Newroz kutlamaları Kürt ulusal hareketi tarafından “Özgür önderlik, özgür Kürdistan” şiarıyla başlatıldı. Ve newroz alanlarında “Öcalan’a Özgürlük” talebiyle imza toplanıldı. Newroz arifesinde Öcalan’la ilgili AİHM kararı, Öcalan’ın hukuki durumunu yeniden gündeme taşıdı. Newroz kutlamalarında konuşan Leyla Zana, Öcalan’ın 2015 Newrozu’nda özgür alacağını ifade etti.

Elbette her zaman olduğu gibi en büyük kutlama 21 Mart’ta Diyarbakır’da gerçekleşti. Yaklaşık 1 milyon kişinin katıldığı kutlamada, asıl beklenti, geçen yıl olduğu gibi Öcalan’ın İmralı’dan gönderdiği mesajdı. Bu kez farklı olarak KCK Başkanı Cemil Bayık’ın mesajı da görüntülü bir şekilde canlı olarak yayınlandı.

AKP hükümetinin baskıcı-yasakçı uygulamaları ve son olarak ortaya dökülen yolsuzluklarıyla iyice sarsıldığı bir dönemde, Öcalan’ın mesajı daha fazla önem kazandı. “Çözüm süreci” denilen dönem içerisinde hükümetten beklenen adımların atılmaması üzerine PKK liderlerinin son günlerde artan hükümet karşıtı açıklamaları, Öcalan’ın mesajını merak konusu yaptı. Fakat Öcalan, geçen yılın devamı niteliğindeki mesajıyla, bir kez daha AKP hükümetine soluk aldırdı. “Hükümetin ağırdan alma, tek taraflı yürütme, yasal temelden kaçınma ve uzatma tutumuna rağmen” sürecin devam ettiğini ve etmesi gerektiğini vurguladı. “Darbelerden komplolardan” bahsederek, AKP-Cemaat çatışmasında AKP’den yana bir tutum aldığını yinelemiş oldu.

 

“Çözüm süreci”nde yaşananlarnewroz-amed-2014

Hatırlanacaktır geçen yılki newroz mesajında Öcalan, “silahlı mücadele döneminin bittiği”ni, “silahların bırakılması aşamasına gelindiği” söylemişti. Hükümet ile uzun süredir devam eden diyalogların, müzakere aşamasına geldiği belirtilmiş ve bir “barış planı” oluşturulduğu açıklanmıştı. Buna göre, PKK silahlı eylemlerine son verecek ve gerillalarını Türkiye sınırlarına çıkaracak, hükümet de “anayasal vatandaşlık” tanımını getirecek, KCK tutsaklarını serbest bırakacaktı. PKK buna uygun bir şekilde geri çekildiği halde, hükümet verdiği sözlerin hiçbirini tutmadı.

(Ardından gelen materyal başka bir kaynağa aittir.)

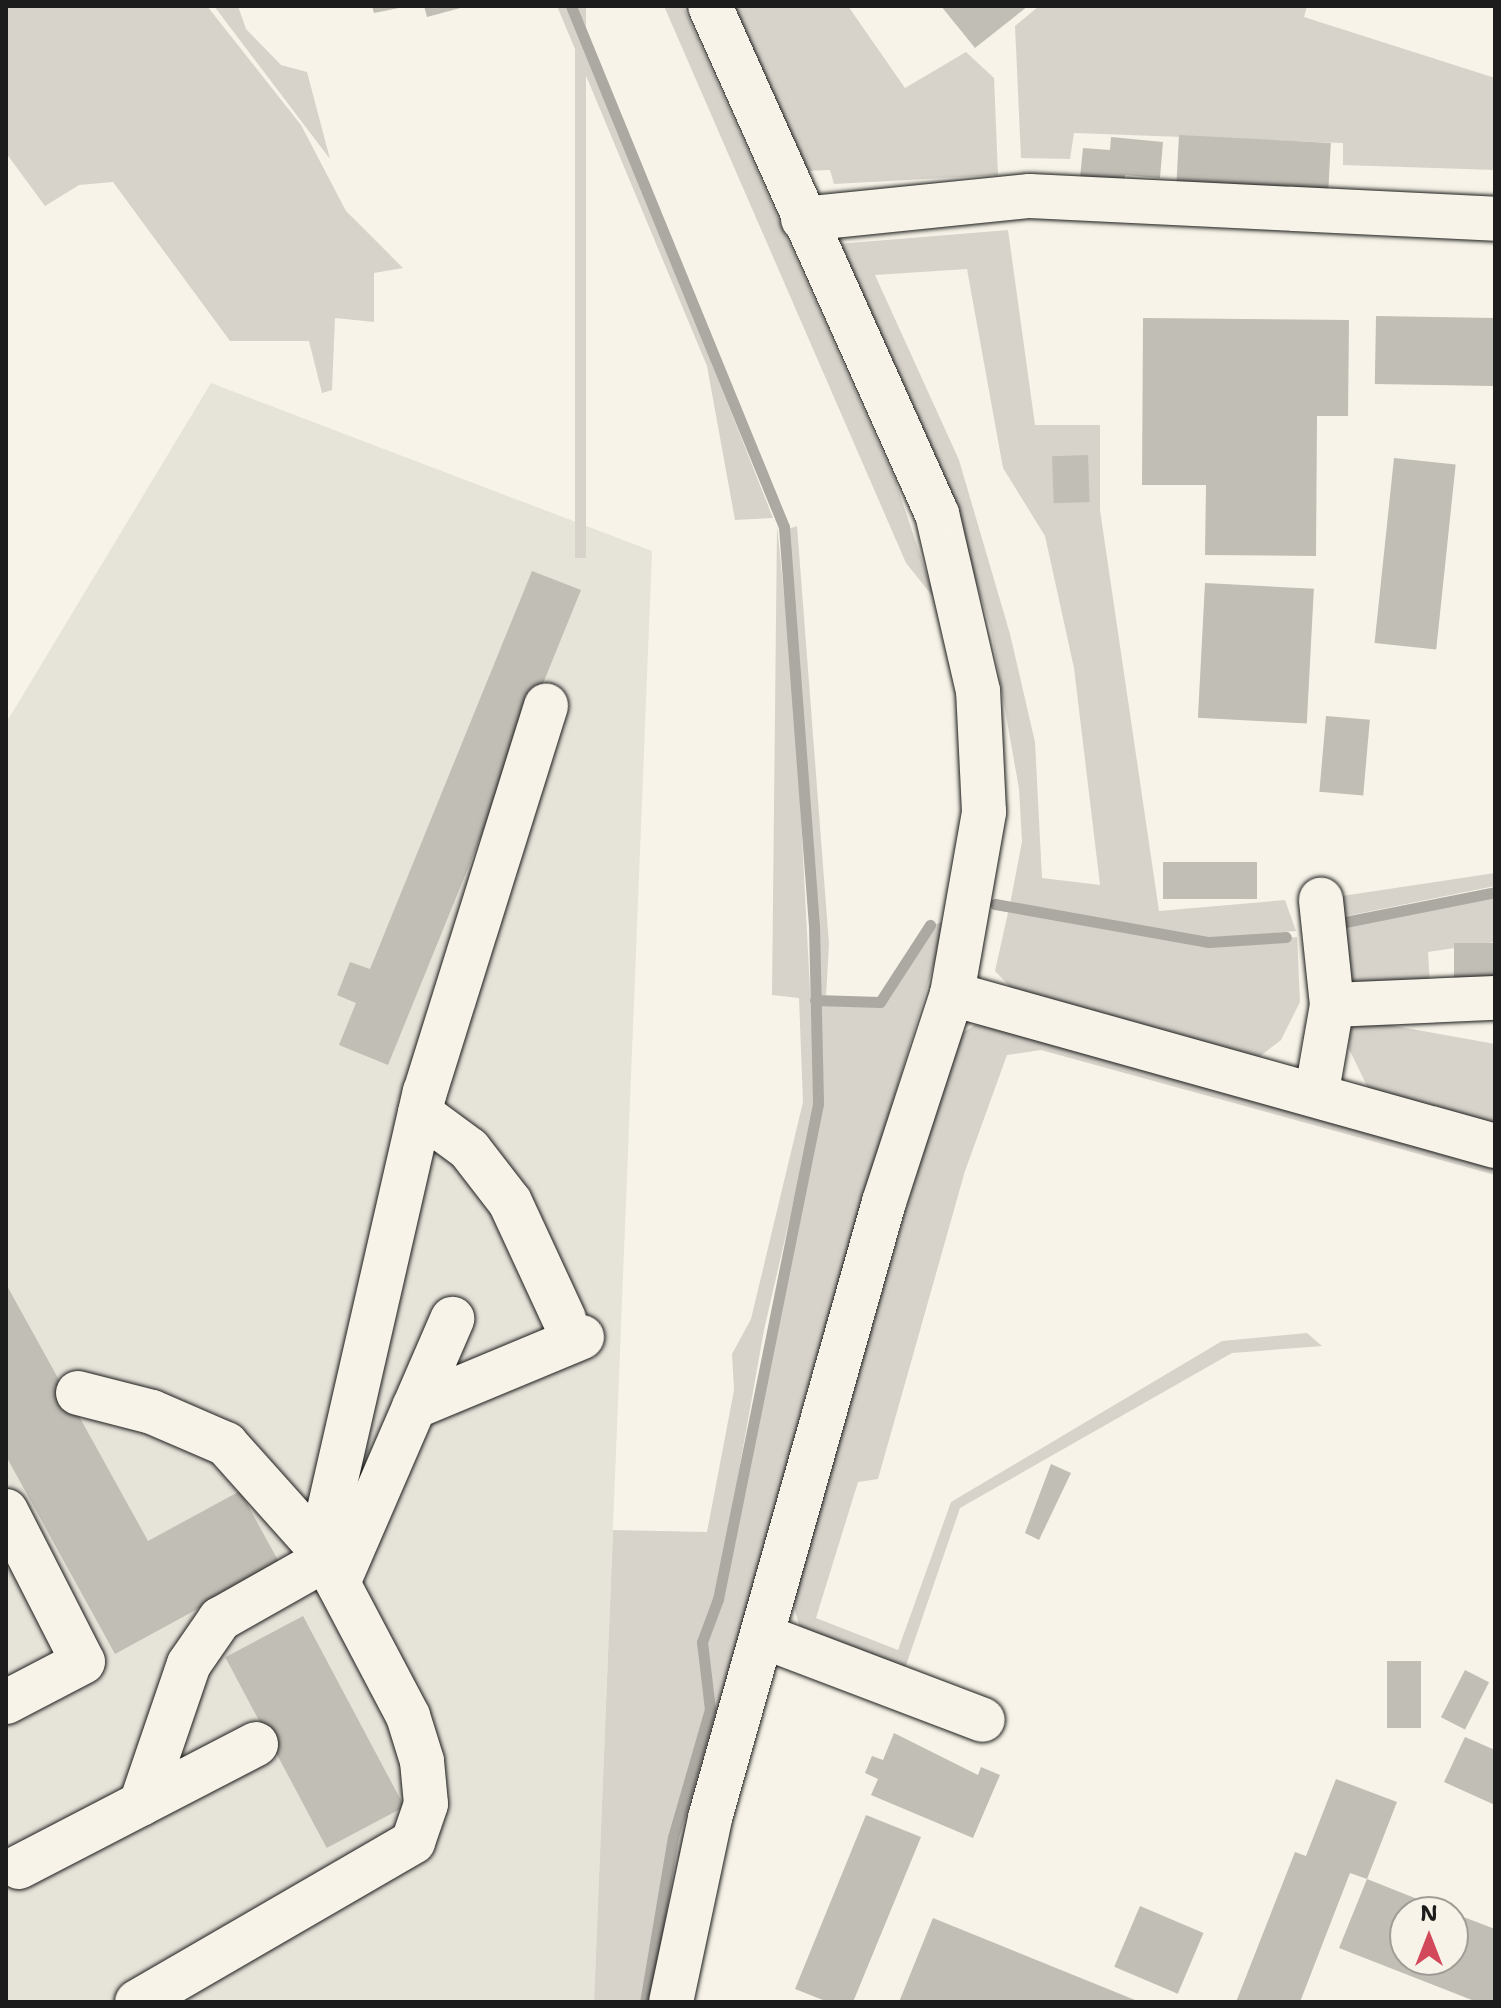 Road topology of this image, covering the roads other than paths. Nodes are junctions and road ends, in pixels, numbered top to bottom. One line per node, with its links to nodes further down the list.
1 (710, 6): 2 (street)
2 (803, 219): 3 (street); 6 (street)
3 (1495, 219)
4 (546, 706): 10 (street)
5 (1321, 900): 8 (street)
6 (952, 994): 9 (street); 17 (street)
7 (1495, 998): 8 (street)
8 (1332, 1005): 9 (street)
9 (1317, 1091): 11 (street)
10 (420, 1113): 14 (street); 16 (street)
11 (1495, 1146)
12 (452, 1319): 14 (street)
13 (78, 1393): 16 (street)
14 (414, 1407): 16 (street)
15 (6, 1511): 18 (street)
16 (328, 1564): 21 (street); 23 (street)
17 (762, 1636): 19 (street); 24 (street)
18 (6, 1702)
19 (983, 1720)
20 (256, 1744): 21 (street)
21 (141, 1804): 22 (street)
22 (19, 1867)
23 (137, 2002)
24 (671, 2002) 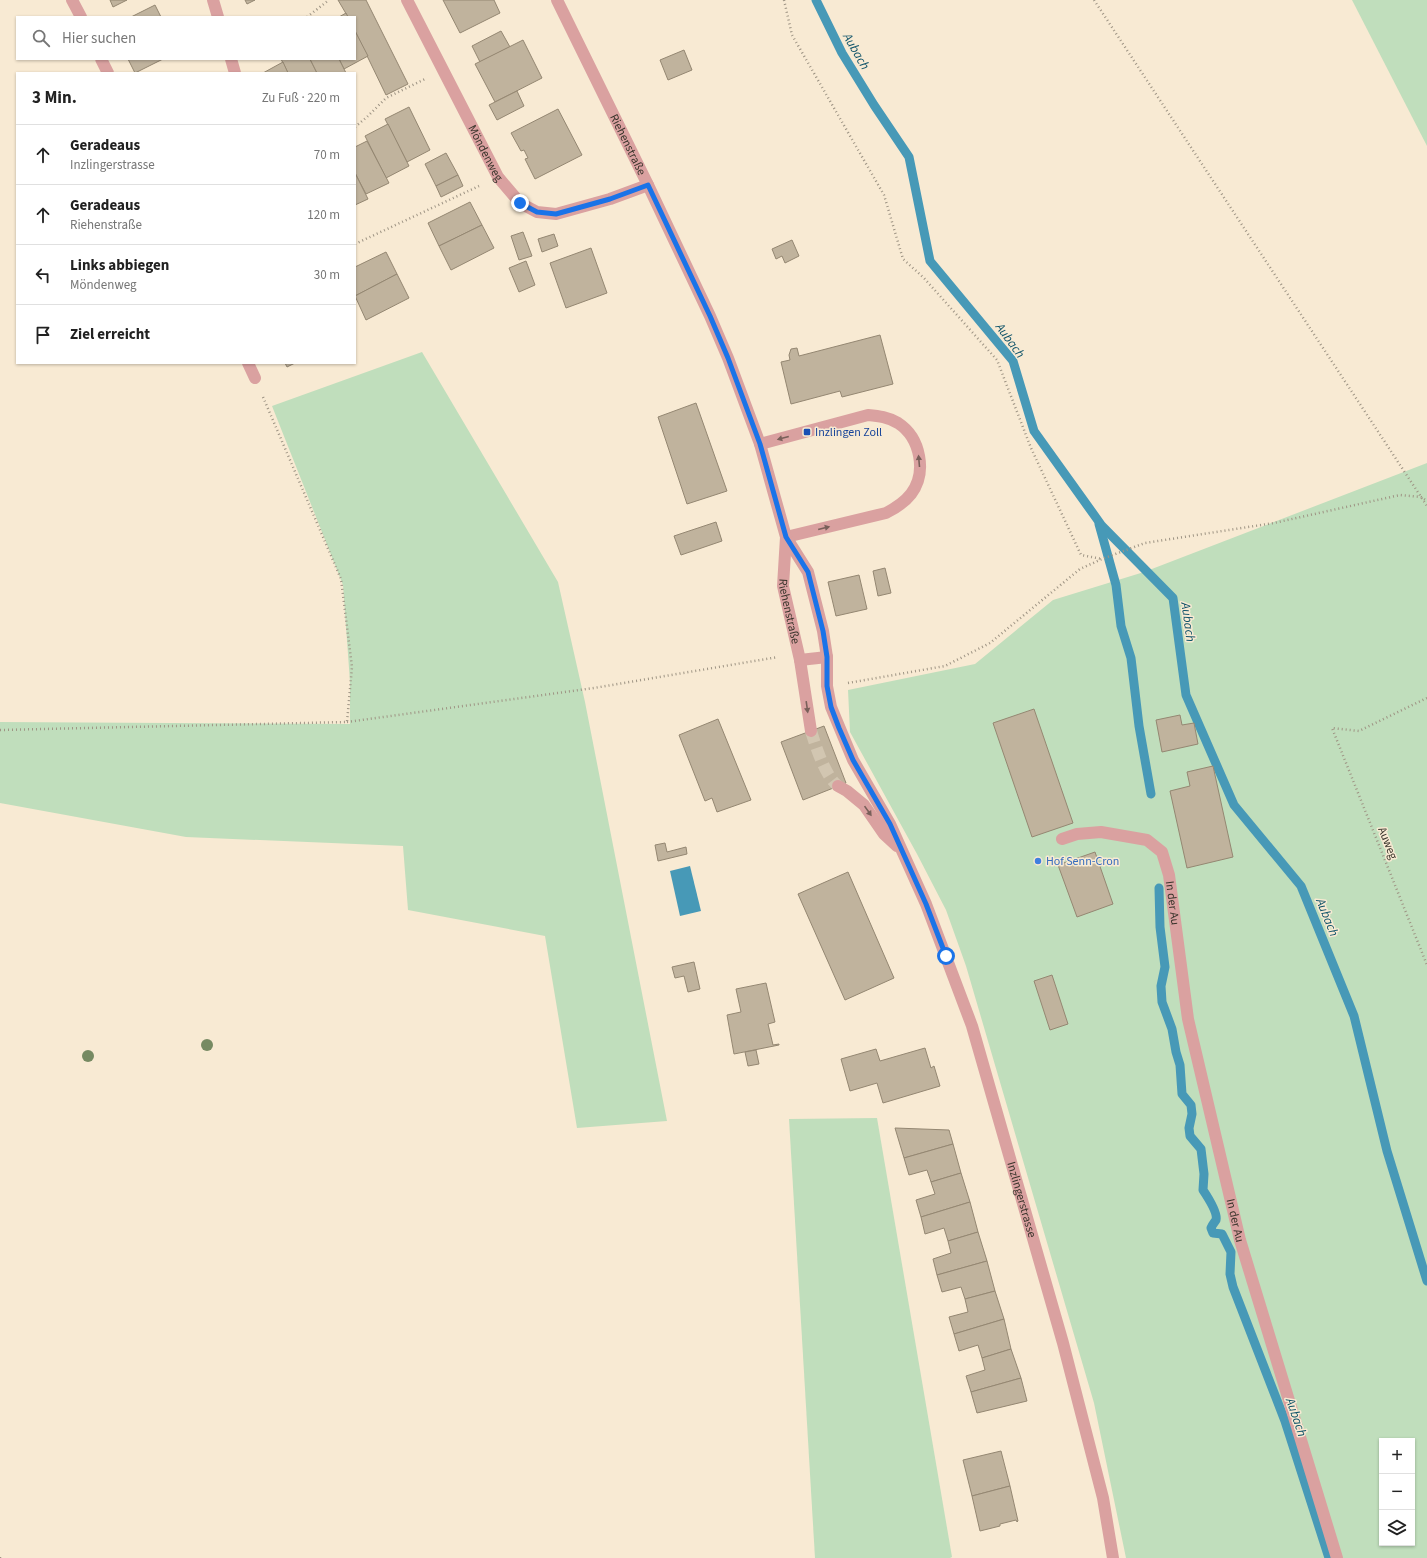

Hükümet bu vaatlerini yerine getirseydi de, bunun Kürt halkına barış ve özgürlük getirmeyeceği ortadaydı. Fakat onu da yapmadılar. Zaten asıl amacın PKK’yi tasfiye etmek olduğu, “entergre süreci” olduğunu baştan ilan etmişti. Sözde barış görüşmelerinin yapıldığı dönemde Roboski’de Kürt köylüleri katledildi, Paris’te PKK liderlerinden Sakine Cansız’ın içinde olduğu üç kadın devrimci öldürüldü. Ve geçen süre zarfında bunların sorumlularına dair hiçbir şey yapılmadı. Dahası, Roboski’de bombalamanın Başbakan’ın bilgisi ve onayı ile yapıldığı; keza Paris katlimanı gerçekleştiren katilin MİT tarafından görevlendirildiği ortaya çıktı.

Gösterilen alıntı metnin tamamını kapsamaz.